* MATERIAL SHOWN:
■ ■ ■
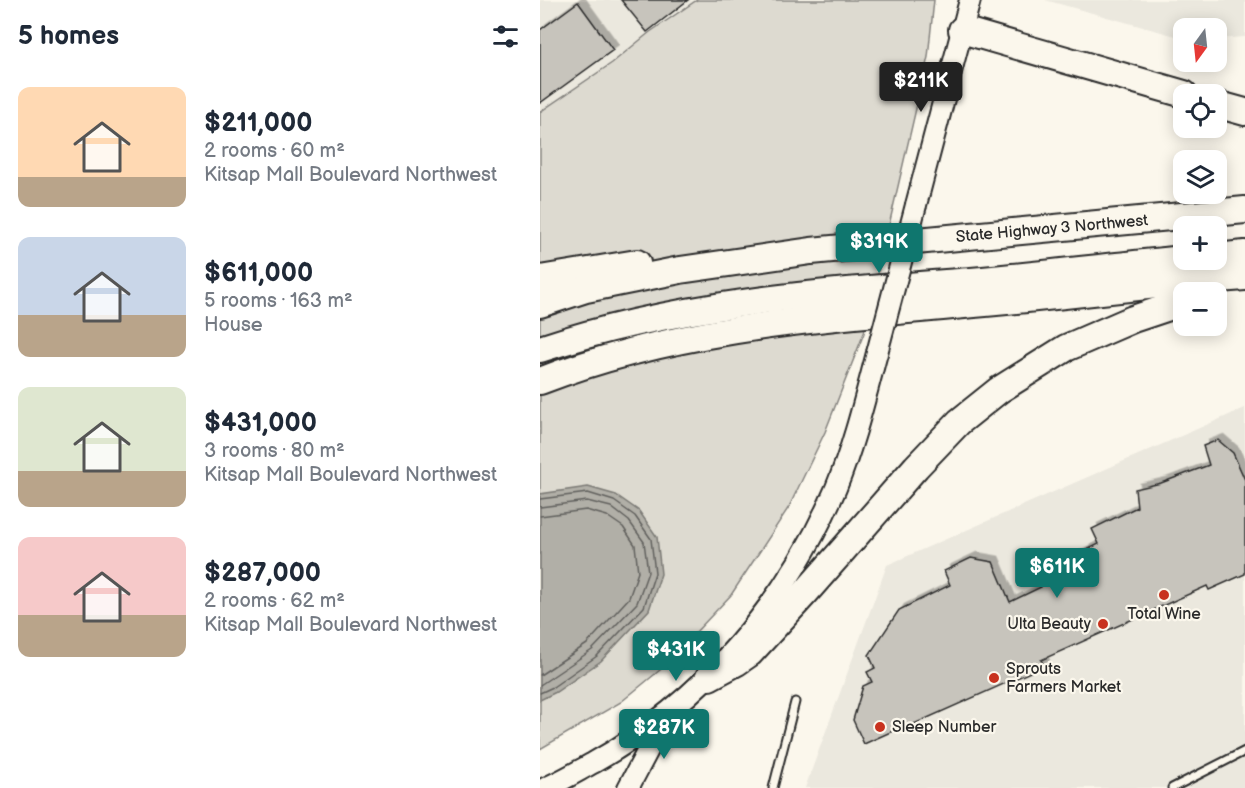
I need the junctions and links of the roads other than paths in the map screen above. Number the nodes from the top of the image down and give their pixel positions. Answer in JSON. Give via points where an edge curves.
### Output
{"nodes":[{"id":1,"x":970,"y":0,"type":"edge"},
{"id":2,"x":962,"y":30,"type":"junction"},
{"id":3,"x":1173,"y":91,"type":"edge"},
{"id":4,"x":1227,"y":107,"type":"edge"},
{"id":5,"x":1245,"y":112,"type":"edge"},
{"id":6,"x":1245,"y":210,"type":"edge"},
{"id":7,"x":811,"y":251,"type":"junction"},
{"id":8,"x":1245,"y":254,"type":"edge"},
{"id":9,"x":1227,"y":255,"type":"edge"},
{"id":10,"x":1173,"y":260,"type":"edge"},
{"id":11,"x":1245,"y":277,"type":"edge"},
{"id":12,"x":540,"y":279,"type":"edge"},
{"id":13,"x":1245,"y":289,"type":"edge"},
{"id":14,"x":1227,"y":293,"type":"edge"},
{"id":15,"x":540,"y":304,"type":"edge"},
{"id":16,"x":1173,"y":306,"type":"edge"},
{"id":17,"x":540,"y":349,"type":"edge"},
{"id":18,"x":540,"y":381,"type":"edge"},
{"id":19,"x":709,"y":677,"type":"junction"},
{"id":20,"x":795,"y":702,"type":"dead end"},
{"id":21,"x":667,"y":715,"type":"junction"},
{"id":22,"x":1245,"y":751,"type":"edge"},
{"id":23,"x":551,"y":787,"type":"edge"},
{"id":24,"x":628,"y":788,"type":"edge"},
{"id":25,"x":773,"y":788,"type":"edge"},
{"id":26,"x":1172,"y":788,"type":"edge"}],
"edges":[{"from":1,"to":2,"type":"main road"},
{"from":2,"to":3,"type":"highway"},
{"from":2,"to":19,"type":"main road","bridge":true,"via":[[877,353],[836,486],[785,582]]},
{"from":4,"to":5,"type":"highway"},
{"from":6,"to":7,"type":"highway","name":"State Highway 3 Northwest"},
{"from":7,"to":12,"type":"highway","via":[[681,258]]},
{"from":7,"to":15,"type":"highway","name":"State Highway 3 Northwest","via":[[680,270],[586,289]]},
{"from":8,"to":9,"type":"highway"},
{"from":10,"to":17,"type":"highway","via":[[744,302],[643,320]]},
{"from":11,"to":18,"type":"highway","via":[[747,327],[655,345]]},
{"from":13,"to":14,"type":"highway"},
{"from":16,"to":19,"type":"highway","via":[[1066,348],[999,390],[959,422],[916,467],[750,653]]},
{"from":19,"to":21,"type":"main road"},
{"from":20,"to":25,"type":"lane"},
{"from":21,"to":23,"type":"main road","via":[[626,744]]},
{"from":21,"to":24,"type":"main road"},
{"from":22,"to":26,"type":"lane"}]}
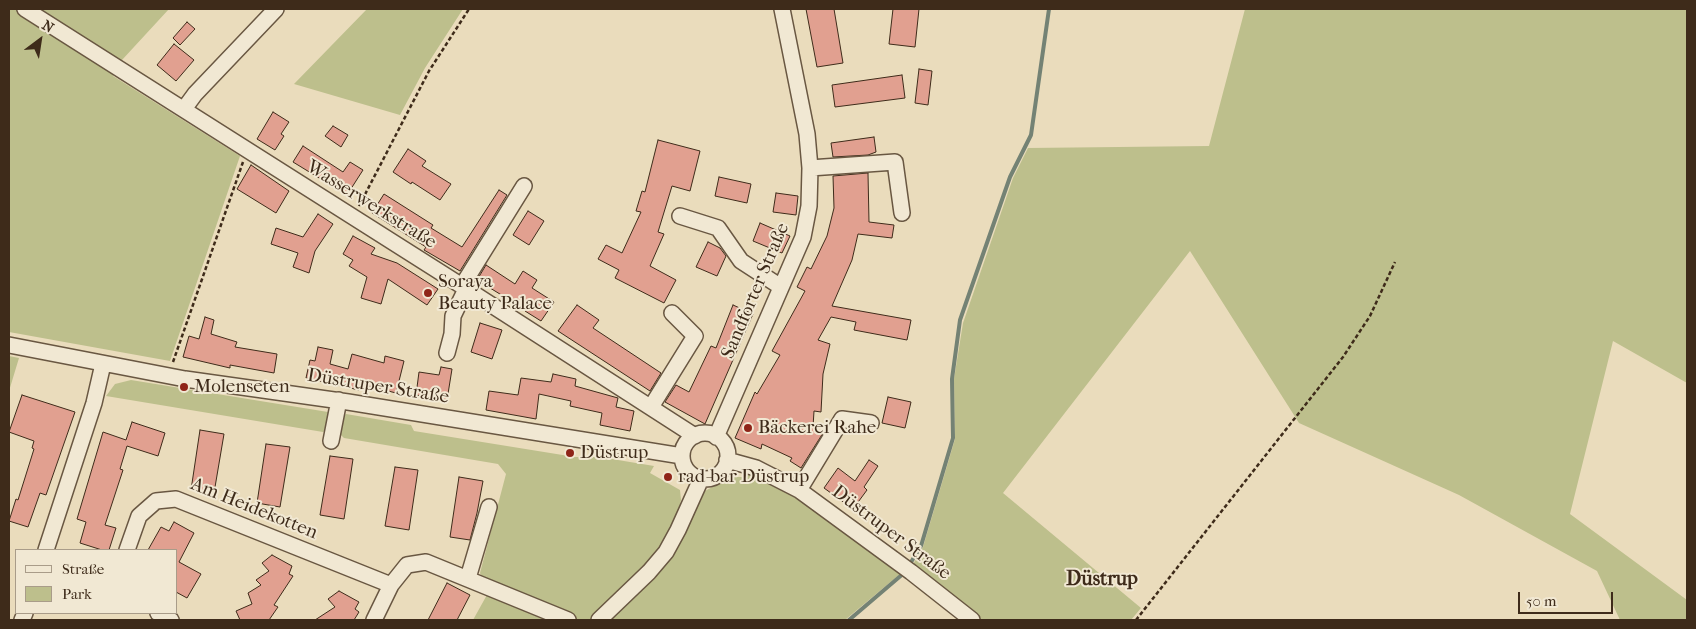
■ ■ ■
* THE TASK: Here the job is to repeat the entries verbatim while leaving all pictures out.

* EXERCISE OUTPUT:
I need the junctions and links of the roads other than paths in the map screen above. Number the nodes from the top of the image down and give their pixel positions. Answer in JSON. Give via points where an edge curves.
### Output
{"nodes":[{"id":1,"x":970,"y":0,"type":"edge"},
{"id":2,"x":962,"y":30,"type":"junction"},
{"id":3,"x":1173,"y":91,"type":"edge"},
{"id":4,"x":1227,"y":107,"type":"edge"},
{"id":5,"x":1245,"y":112,"type":"edge"},
{"id":6,"x":1245,"y":210,"type":"edge"},
{"id":7,"x":811,"y":251,"type":"junction"},
{"id":8,"x":1245,"y":254,"type":"edge"},
{"id":9,"x":1227,"y":255,"type":"edge"},
{"id":10,"x":1173,"y":260,"type":"edge"},
{"id":11,"x":1245,"y":277,"type":"edge"},
{"id":12,"x":540,"y":279,"type":"edge"},
{"id":13,"x":1245,"y":289,"type":"edge"},
{"id":14,"x":1227,"y":293,"type":"edge"},
{"id":15,"x":540,"y":304,"type":"edge"},
{"id":16,"x":1173,"y":306,"type":"edge"},
{"id":17,"x":540,"y":349,"type":"edge"},
{"id":18,"x":540,"y":381,"type":"edge"},
{"id":19,"x":709,"y":677,"type":"junction"},
{"id":20,"x":795,"y":702,"type":"dead end"},
{"id":21,"x":667,"y":715,"type":"junction"},
{"id":22,"x":1245,"y":751,"type":"edge"},
{"id":23,"x":551,"y":787,"type":"edge"},
{"id":24,"x":628,"y":788,"type":"edge"},
{"id":25,"x":773,"y":788,"type":"edge"},
{"id":26,"x":1172,"y":788,"type":"edge"}],
"edges":[{"from":1,"to":2,"type":"main road"},
{"from":2,"to":3,"type":"highway"},
{"from":2,"to":19,"type":"main road","bridge":true,"via":[[877,353],[836,486],[785,582]]},
{"from":4,"to":5,"type":"highway"},
{"from":6,"to":7,"type":"highway","name":"State Highway 3 Northwest"},
{"from":7,"to":12,"type":"highway","via":[[681,258]]},
{"from":7,"to":15,"type":"highway","name":"State Highway 3 Northwest","via":[[680,270],[586,289]]},
{"from":8,"to":9,"type":"highway"},
{"from":10,"to":17,"type":"highway","via":[[744,302],[643,320]]},
{"from":11,"to":18,"type":"highway","via":[[747,327],[655,345]]},
{"from":13,"to":14,"type":"highway"},
{"from":16,"to":19,"type":"highway","via":[[1066,348],[999,390],[959,422],[916,467],[750,653]]},
{"from":19,"to":21,"type":"main road"},
{"from":20,"to":25,"type":"lane"},
{"from":21,"to":23,"type":"main road","via":[[626,744]]},
{"from":21,"to":24,"type":"main road"},
{"from":22,"to":26,"type":"lane"}]}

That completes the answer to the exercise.